Friday, January 26, 2018

The Should-You-Wish-to-Complain-About-Your-Insurance-Company Advisory Paragraph of New York Insurance Regulation 64

This marks the sixth of many times since May 2008 that I've blogged about what I like to call the consumer advisory paragraph of New York Insurance Regulation 64 (11 NYCRR Part 216).  Insurers that do business in New York State should know that Regulation 64 requires certain letters to "prominently set out" a certain paragraph advising those to whom your letters are addressed that they may complain about you or your coverage position to New York's insurance regulator, formerly known as the New York State Insurance Department and now known since October 2011 as the New York State Department of Financial Services

Effective February 1, 2017 the consumer advisory paragraph changed with a new Garden City address for the NYS DFS's Long Island office.  Pursuant to the Sixteenth Amendment to 11 NYCRR Part 216, the paragraph now reads (new language highlighted):
Should you wish to take this matter up with the New York State Department of Financial Services, you may file with the Department either on its website at http://www.dfs.ny.gov/consumer/fileacomplaint.htm or you may write to or visit the Consumer Assistance Unit, Financial Frauds and Consumer Protection Division, New York State Department of Financial Services, at: One State Street, New York, NY 10004; One Commerce Plaza, Albany, NY 12257; 1399 Franklin Avenue, Garden City, NY 11530; or Walter J. Mahoney Office Building, 65 Court Street, Buffalo, NY 14202.
As demonstrated by the claim file materials we continue to receive in my office, a number of insurers doing business in New York apparently remain uncertain of what kinds of letters must actually include that advisory paragraph. Under Regulation 64, there are only two kinds of letters that must do so: 
  1. letters "rejecting any element of a claim involving personal property insurance" (11 NYCRR § 216.6[h]); and
  2. letters explaining or rejecting any element of a claim for motor vehicle physical damage (11 NYCRR § 216.7[d][3]).
Let's take these in reverse order. 

11 NYCRR § 216.7(d)(3)'s Requirement

Everyone knows what a "motor vehicle physical damage" claim is, right?  Claims for collision or comprehensive coverage.  We're talking first-party, not third-party claims. Indeed, §216.7 begins by stating that “[t]his section is applicable to claims arising under motor vehicle collision or comprehensive coverages”. Thus, by implication, letters regarding third-party property damage claims need not include the advisory paragraph. Notice also that 216.7(d)(3) is somewhat broader in its scope than 216.6(h) in that the advisory paragraph required by 216.7(d)(3) must be included in both coverage rejection and explanation letters.

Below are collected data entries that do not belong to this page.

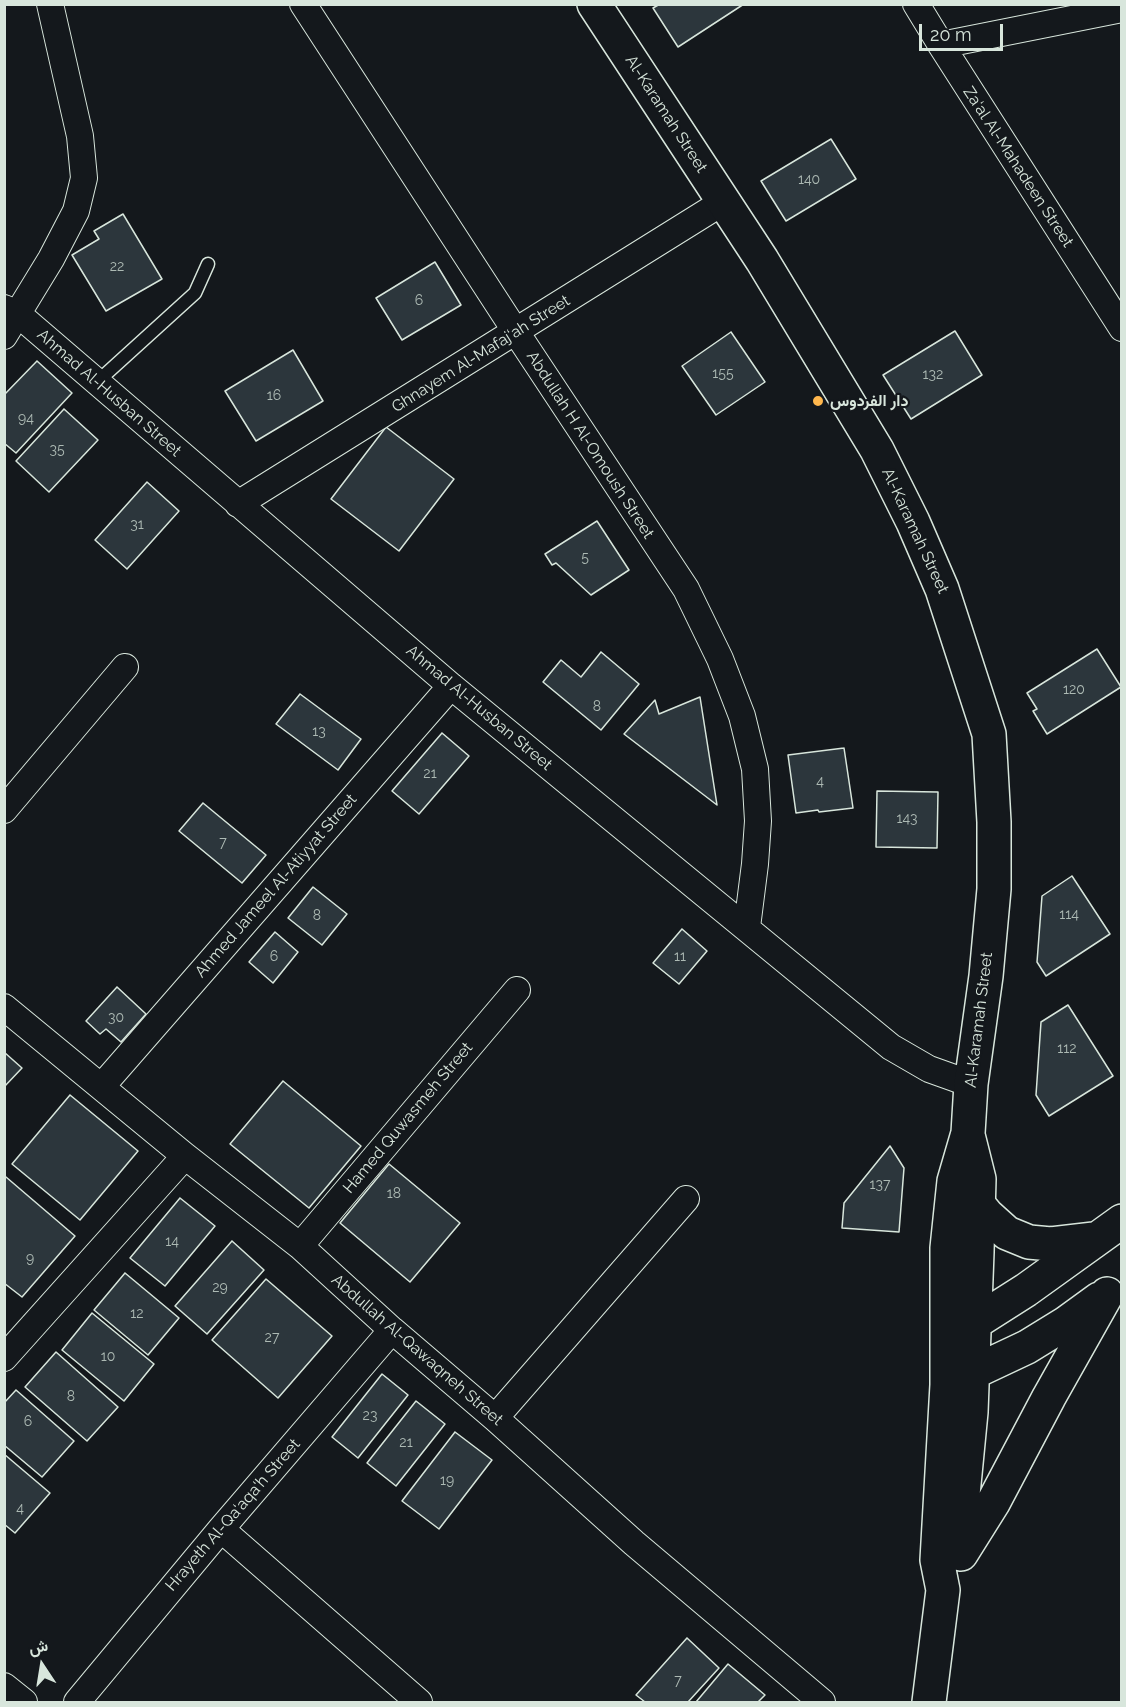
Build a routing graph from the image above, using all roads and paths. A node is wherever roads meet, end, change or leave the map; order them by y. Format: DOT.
graph roads {
  1 [pos="50,4"];
  2 [pos="303,4"];
  3 [pos="594,4"];
  4 [pos="916,4"];
  5 [pos="1122,9"];
  6 [pos="940,45"];
  7 [pos="723,202"];
  8 [pos="208,264"];
  9 [pos="11,311"];
  10 [pos="1122,328"];
  11 [pos="516,332"];
  12 [pos="4,336"];
  13 [pos="97,382"];
  14 [pos="238,504"];
  15 [pos="125,667"];
  16 [pos="451,686"];
  17 [pos="4,810"];
  18 [pos="747,927"];
  19 [pos="516,990"];
  20 [pos="4,1007"];
  21 [pos="970,1084"];
  22 [pos="102,1086"];
  23 [pos="968,1133"];
  24 [pos="185,1156"];
  25 [pos="686,1198"];
  26 [pos="978,1204"];
  27 [pos="1109,1230"];
  28 [pos="300,1246"];
  29 [pos="1114,1287"];
  30 [pos="392,1330"];
  31 [pos="961,1332"];
  32 [pos="7,1350"];
  33 [pos="960,1378"];
  34 [pos="495,1418"];
  35 [pos="221,1528"];
  36 [pos="949,1577"];
  37 [pos="4,1686"];
  38 [pos="24,1702"];
  39 [pos="77,1702"];
  40 [pos="419,1702"];
  41 [pos="822,1702"];
  42 [pos="928,1702"];
  1 -- 9 [label="street"];
  2 -- 11 [label="street, Abdullah H Al-Omoush Street"];
  3 -- 7 [label="street, Al-Karamah Street"];
  4 -- 6 [label="street, Za‘al Al-Mahadeen Street"];
  5 -- 6 [label="street"];
  6 -- 10 [label="street, Za‘al Al-Mahadeen Street"];
  7 -- 11 [label="street, Ghnayem Al-Mafaj‘ah Street"];
  7 -- 21 [label="street, Al-Karamah Street"];
  8 -- 13 [label="lane"];
  9 -- 12 [label="street"];
  9 -- 13 [label="street, Ahmad Al-Husban Street"];
  11 -- 14 [label="street, Ghnayem Al-Mafaj‘ah Street"];
  11 -- 18 [label="street, Abdullah H Al-Omoush Street"];
  13 -- 14 [label="street, Ahmad Al-Husban Street"];
  14 -- 16 [label="street, Ahmad Al-Husban Street"];
  15 -- 17 [label="street"];
  16 -- 18 [label="street, Ahmad Al-Husban Street"];
  16 -- 22 [label="street, Ahmed Jameel Al-Atiyyat Street"];
  18 -- 21 [label="street, Ahmad Al-Husban Street"];
  19 -- 28 [label="street, Hamed Quwasmeh Street"];
  20 -- 22 [label="street, Abdullah Al-Qawaqneh Street"];
  21 -- 23 [label="street, Al-Karamah Street"];
  22 -- 24 [label="street, Abdullah Al-Qawaqneh Street"];
  23 -- 26 [label="street, Al-Karamah Street"];
  23 -- 31 [label="street, Al-Karamah Street"];
  24 -- 28 [label="street, Abdullah Al-Qawaqneh Street"];
  24 -- 32 [label="street"];
  25 -- 34 [label="street"];
  26 -- 27 [label="street"];
  26 -- 31 [label="street, Al-Karamah Street"];
  27 -- 31 [label="street"];
  28 -- 30 [label="street, Abdullah Al-Qawaqneh Street"];
  29 -- 33 [label="street"];
  29 -- 36 [label="street"];
  30 -- 34 [label="street, Abdullah Al-Qawaqneh Street"];
  30 -- 35 [label="street, Hrayeth Al-Qa‘aqa‘h Street"];
  31 -- 33 [label="street, Al-Karamah Street"];
  33 -- 36 [label="street, Al-Karamah Street"];
  34 -- 41 [label="street, Abdullah Al-Qawaqneh Street"];
  35 -- 39 [label="street, Hrayeth Al-Qa‘aqa‘h Street"];
  35 -- 40 [label="street"];
  36 -- 42 [label="street, Al-Karamah Street"];
  37 -- 38 [label="street"];
}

11 NYCRR § 216.6(h)'s Requirement

Which brings us to letters "rejecting any element of a claim involving personal property insurance", the first type of letter in which the advisory paragraph must be included. A letter rejecting an element of a personal property claim is not:
  • an acknowledgement letter;
  • an ROR letter;
  • a non-waiver agreement;
  • a letter written solely to explain personal property coverage or payments;
  • a letter forwarding payment to an insured;
  • a liability coverage declination letter; or
  • every single letter that leaves the insurer's office addressed to an insured or claimant.
In a January 6, 2004 opinion letter, the NYS Insurance Department's OGC (Office of General Counsel) opined:
The term "personal property insurance" in Section 216.6(h) limits the applicability of subdivision (h) to personal lines property insurance. Thus, subdivision (h) is not applicable to commercial lines property insurance or to liability insurance.
Letters rejecting commercial property insurance ↔ no advisory paragraph required.
Letters rejecting (disclaiming/denying) liability coverage ↔ no advisory paragraph required.

See?

Over the 23+ years that my office has been open I've seen the advisory paragraph included in letters in which it is not required.  If you don't care about your company's consumer complaint ratios, then by all means continue including the consumer advisory paragraph in everything written that leaves your desk or office.  If, however, after reading this sixth missive you still are not sure whether the paragraph belongs in a certain letter or not, call or email me.  We'll figure it out.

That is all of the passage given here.